◆ TASK: Look through the entries below and report every line that has "Петродворцового".

◆ INPUT DATA:
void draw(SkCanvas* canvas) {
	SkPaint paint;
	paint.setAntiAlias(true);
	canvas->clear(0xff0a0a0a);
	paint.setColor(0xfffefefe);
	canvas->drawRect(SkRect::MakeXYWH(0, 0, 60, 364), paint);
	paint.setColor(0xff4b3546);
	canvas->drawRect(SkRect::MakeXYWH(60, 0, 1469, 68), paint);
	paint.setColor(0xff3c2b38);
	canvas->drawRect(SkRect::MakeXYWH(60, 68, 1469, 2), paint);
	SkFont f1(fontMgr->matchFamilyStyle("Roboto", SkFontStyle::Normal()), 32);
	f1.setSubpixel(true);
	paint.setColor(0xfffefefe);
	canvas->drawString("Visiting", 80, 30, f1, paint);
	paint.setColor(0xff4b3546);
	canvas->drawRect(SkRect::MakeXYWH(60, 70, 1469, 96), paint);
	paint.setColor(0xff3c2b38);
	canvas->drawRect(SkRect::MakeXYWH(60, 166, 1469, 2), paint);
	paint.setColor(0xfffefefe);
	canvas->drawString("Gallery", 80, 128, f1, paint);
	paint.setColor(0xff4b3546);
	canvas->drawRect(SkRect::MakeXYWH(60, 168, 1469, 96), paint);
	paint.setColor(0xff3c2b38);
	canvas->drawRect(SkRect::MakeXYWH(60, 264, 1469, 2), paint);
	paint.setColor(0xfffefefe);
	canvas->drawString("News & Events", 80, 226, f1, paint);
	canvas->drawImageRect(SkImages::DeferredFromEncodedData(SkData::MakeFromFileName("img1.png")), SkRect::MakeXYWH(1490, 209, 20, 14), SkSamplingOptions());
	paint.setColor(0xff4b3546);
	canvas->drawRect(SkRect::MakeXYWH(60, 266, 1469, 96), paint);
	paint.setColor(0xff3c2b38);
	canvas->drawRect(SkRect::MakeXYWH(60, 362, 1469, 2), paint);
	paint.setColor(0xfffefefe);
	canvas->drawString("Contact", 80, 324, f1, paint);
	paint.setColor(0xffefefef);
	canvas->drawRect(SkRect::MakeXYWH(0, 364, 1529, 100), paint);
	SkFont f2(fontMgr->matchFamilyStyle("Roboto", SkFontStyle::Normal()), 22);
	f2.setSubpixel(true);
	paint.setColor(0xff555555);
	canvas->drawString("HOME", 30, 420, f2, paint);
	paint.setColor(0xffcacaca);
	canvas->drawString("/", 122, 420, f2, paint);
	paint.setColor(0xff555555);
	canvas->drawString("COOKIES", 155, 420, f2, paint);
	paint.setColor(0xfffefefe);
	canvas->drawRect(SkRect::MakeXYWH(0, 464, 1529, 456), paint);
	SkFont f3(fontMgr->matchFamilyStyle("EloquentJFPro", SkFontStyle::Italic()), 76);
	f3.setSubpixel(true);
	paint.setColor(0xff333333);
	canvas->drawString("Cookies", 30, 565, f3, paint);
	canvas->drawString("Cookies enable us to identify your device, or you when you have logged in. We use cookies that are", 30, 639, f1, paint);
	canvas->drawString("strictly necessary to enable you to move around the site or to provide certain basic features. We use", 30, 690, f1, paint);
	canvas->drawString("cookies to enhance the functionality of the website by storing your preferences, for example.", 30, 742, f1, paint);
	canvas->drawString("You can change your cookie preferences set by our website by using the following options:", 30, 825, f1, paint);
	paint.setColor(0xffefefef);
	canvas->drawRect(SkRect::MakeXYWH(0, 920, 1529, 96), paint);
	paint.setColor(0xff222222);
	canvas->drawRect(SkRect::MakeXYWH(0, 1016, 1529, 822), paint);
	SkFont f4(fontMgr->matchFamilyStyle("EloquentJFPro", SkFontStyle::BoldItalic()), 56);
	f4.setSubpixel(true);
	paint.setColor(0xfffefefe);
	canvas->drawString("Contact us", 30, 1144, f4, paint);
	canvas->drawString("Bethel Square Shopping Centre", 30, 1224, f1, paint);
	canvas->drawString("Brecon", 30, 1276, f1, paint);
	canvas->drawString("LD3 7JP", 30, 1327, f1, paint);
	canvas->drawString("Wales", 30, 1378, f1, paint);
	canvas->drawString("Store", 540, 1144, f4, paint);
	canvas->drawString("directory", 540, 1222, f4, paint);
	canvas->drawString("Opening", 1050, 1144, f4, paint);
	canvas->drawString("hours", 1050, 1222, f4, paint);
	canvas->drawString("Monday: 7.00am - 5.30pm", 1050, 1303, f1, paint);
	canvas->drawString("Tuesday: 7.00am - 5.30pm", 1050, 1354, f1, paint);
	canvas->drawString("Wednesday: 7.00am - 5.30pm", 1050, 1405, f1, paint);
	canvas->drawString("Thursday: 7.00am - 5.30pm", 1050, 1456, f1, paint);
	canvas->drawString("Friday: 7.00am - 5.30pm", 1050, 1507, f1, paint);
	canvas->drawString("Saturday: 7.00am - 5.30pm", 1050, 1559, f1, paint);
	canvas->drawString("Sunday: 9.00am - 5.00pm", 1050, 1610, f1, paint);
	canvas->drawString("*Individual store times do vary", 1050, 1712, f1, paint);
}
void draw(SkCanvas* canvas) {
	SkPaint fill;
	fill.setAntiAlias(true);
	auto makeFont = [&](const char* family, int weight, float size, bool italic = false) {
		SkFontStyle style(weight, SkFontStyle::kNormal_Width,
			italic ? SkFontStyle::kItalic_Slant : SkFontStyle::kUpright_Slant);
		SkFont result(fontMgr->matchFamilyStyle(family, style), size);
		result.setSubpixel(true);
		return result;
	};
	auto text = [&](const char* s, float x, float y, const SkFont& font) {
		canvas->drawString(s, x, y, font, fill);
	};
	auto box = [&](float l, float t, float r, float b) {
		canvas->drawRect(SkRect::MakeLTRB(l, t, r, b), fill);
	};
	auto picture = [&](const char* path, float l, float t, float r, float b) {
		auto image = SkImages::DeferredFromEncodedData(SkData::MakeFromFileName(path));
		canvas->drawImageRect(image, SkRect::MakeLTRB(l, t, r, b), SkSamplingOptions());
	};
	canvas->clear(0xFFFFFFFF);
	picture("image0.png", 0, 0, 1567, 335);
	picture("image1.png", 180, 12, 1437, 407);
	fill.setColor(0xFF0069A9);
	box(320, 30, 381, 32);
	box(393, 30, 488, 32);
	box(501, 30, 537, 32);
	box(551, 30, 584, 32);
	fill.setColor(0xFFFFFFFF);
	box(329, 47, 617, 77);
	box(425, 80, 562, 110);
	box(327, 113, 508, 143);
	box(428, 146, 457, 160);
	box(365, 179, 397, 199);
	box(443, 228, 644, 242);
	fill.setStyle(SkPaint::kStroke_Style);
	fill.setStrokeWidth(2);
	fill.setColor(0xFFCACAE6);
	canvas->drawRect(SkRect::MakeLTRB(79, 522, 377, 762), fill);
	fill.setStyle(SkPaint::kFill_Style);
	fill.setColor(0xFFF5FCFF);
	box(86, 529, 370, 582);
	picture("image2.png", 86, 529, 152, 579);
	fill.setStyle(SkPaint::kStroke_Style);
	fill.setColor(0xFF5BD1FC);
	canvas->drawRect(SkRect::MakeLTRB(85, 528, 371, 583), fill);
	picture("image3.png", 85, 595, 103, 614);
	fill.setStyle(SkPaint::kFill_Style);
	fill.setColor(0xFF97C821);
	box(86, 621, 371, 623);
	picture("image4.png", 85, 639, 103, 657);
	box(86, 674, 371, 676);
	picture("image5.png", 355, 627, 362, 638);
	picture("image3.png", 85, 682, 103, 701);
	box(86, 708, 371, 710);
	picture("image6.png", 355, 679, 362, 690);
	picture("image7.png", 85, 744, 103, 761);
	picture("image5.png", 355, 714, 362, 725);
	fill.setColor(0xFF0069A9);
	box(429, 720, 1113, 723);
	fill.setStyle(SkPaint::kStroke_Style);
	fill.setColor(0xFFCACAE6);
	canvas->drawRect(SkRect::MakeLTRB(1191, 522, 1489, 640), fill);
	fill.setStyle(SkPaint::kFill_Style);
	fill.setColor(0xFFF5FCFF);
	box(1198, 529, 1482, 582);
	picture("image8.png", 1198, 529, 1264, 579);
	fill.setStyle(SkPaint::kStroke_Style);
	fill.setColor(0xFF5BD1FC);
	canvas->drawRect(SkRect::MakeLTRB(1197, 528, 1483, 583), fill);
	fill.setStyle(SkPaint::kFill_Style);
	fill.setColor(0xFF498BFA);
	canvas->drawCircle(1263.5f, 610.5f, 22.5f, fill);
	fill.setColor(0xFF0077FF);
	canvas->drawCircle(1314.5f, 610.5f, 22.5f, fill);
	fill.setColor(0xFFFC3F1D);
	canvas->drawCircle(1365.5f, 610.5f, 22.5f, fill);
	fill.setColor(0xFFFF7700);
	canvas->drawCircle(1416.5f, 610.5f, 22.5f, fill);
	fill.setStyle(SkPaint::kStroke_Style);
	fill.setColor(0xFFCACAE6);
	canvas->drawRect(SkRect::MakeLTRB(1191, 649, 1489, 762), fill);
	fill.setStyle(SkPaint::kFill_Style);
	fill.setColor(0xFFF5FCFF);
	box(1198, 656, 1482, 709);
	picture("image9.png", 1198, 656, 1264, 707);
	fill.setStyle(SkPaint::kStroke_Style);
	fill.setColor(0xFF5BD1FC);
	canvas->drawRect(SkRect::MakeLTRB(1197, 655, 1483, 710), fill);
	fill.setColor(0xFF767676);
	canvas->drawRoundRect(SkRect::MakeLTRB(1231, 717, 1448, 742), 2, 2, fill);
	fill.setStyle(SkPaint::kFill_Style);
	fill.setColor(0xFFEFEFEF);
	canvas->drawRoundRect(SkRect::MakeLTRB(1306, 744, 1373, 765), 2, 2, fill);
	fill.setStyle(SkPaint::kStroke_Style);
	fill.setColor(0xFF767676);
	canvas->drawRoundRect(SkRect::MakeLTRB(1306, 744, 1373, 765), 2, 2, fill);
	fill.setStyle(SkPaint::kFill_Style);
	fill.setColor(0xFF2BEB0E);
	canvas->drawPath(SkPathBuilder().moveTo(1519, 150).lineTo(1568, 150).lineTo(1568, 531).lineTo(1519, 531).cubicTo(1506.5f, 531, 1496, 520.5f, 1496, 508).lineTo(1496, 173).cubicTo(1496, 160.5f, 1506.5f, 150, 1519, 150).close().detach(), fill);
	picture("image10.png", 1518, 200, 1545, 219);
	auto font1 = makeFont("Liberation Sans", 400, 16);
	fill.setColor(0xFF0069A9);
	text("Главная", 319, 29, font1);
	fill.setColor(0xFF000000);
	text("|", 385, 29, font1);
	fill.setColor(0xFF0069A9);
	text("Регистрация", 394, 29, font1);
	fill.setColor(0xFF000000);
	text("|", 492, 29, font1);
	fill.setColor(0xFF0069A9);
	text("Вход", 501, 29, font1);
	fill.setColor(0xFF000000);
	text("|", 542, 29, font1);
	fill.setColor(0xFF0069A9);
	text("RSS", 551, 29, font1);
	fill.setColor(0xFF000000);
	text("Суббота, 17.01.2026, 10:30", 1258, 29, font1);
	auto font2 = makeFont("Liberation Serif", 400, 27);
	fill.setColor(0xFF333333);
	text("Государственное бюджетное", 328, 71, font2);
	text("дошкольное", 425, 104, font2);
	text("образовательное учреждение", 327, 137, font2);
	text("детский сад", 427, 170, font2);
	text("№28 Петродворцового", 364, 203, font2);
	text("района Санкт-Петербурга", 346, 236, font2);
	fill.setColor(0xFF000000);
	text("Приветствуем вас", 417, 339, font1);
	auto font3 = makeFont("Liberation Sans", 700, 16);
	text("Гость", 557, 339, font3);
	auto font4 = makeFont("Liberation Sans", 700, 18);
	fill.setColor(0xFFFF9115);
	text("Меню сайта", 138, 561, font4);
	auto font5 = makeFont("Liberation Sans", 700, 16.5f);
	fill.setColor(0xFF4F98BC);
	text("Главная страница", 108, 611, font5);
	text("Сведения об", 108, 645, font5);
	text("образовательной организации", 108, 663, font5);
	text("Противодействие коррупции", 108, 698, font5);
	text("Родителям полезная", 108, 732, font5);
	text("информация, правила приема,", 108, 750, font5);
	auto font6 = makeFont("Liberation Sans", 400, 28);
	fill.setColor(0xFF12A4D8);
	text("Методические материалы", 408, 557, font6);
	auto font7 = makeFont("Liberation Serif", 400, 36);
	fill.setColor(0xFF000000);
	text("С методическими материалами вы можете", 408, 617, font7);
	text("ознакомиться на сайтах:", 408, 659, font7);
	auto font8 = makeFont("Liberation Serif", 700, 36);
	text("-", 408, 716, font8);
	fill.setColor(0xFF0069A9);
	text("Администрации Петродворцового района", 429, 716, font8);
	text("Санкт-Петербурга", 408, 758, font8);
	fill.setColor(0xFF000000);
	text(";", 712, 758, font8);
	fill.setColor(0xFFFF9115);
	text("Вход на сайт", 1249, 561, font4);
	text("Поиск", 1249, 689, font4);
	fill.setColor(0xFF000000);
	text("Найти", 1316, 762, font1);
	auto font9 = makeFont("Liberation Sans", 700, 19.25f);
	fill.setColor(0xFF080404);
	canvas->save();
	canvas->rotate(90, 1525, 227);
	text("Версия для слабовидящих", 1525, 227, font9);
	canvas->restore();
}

◆ THE COMPLETED TASK:
	text("№28 Петродворцового", 364, 203, font2);
	text("Администрации Петродворцового района", 429, 716, font8);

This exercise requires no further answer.